The sunlight wavered through the old glass, making patterns on the wall. He was pleased she’d chosen to notice them.

“And it’s all ours,” she said, turning to face him.

“It’s not much—”

“All my life I lived in a room with twenty girls, sometimes more. I yearned for space like this, for a place where I could move without stumbling over someone.”

He knew what she was doing, knew the effort this forced spate of optimism was costing her. He loved her more for it. “You’ll need to be careful where you move here, as well. Or you’ll end up on the ground below.”

“But it will be our ground, won’t it? Not charity. No one reminding us that we didn’t earn it and we’re lucky to have it. No sisters to beat us if we aren’t thankful enough. Yes, it’s meager, Liam. But I’m sorry about what I said before. If there are mice, they’ll be our mice, won’t they? And if the icicles form inside, then we’ll know exactly where to patch, and we’ll thank them for the insight.”
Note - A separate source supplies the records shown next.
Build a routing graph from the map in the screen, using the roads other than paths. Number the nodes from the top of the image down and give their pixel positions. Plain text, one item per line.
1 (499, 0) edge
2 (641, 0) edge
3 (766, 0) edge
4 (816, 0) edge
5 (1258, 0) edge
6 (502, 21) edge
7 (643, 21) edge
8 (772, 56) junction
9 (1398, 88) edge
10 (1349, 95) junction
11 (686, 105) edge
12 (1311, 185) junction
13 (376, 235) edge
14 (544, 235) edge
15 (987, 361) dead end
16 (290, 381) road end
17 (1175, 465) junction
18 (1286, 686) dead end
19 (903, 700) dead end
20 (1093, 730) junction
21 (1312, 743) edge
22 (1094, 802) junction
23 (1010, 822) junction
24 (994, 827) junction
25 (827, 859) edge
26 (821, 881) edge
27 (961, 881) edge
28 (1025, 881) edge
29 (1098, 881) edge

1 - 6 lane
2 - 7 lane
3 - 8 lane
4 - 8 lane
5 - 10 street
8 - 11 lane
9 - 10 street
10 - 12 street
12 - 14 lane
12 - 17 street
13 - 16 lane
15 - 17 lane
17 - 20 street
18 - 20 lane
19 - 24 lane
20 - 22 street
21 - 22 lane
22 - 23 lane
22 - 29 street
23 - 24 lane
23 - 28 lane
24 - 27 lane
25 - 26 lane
“I’ll get a job. I know there’s work here, lots of it. I’ve been told so by every man I’ve encountered. We won’t be in the house long. And I’ll patch the floors. There’s driftwood on the lakeshore. I’ve been told that, as well. I’ll patch, and we’ll make it a home until we can find better.”

“I never expected to have this much. I have you, and our darling Irene, and I have this new land of ours, away from all our sad memories. We’ll start again here. The three of us.”

He set Irene down, and she ran to the window where her mother stood. Brenna lifted her daughter in her arms.

“Smoke,” Irene said, pointing down the hillside.

“A sign of progress,” Brenna said. “A sign of good things to come.”

Liam followed his daughter. Brenna held out an arm, and he let her enfold him. The only moments of pleasure he’d ever experienced had been due to this woman. He felt the warmth of her breast pressing against his side, smelled the wind-tossed scent of her hair. He put his arms around the only two people in the world whom he had ever loved, and Liam Tierney counted his blessings.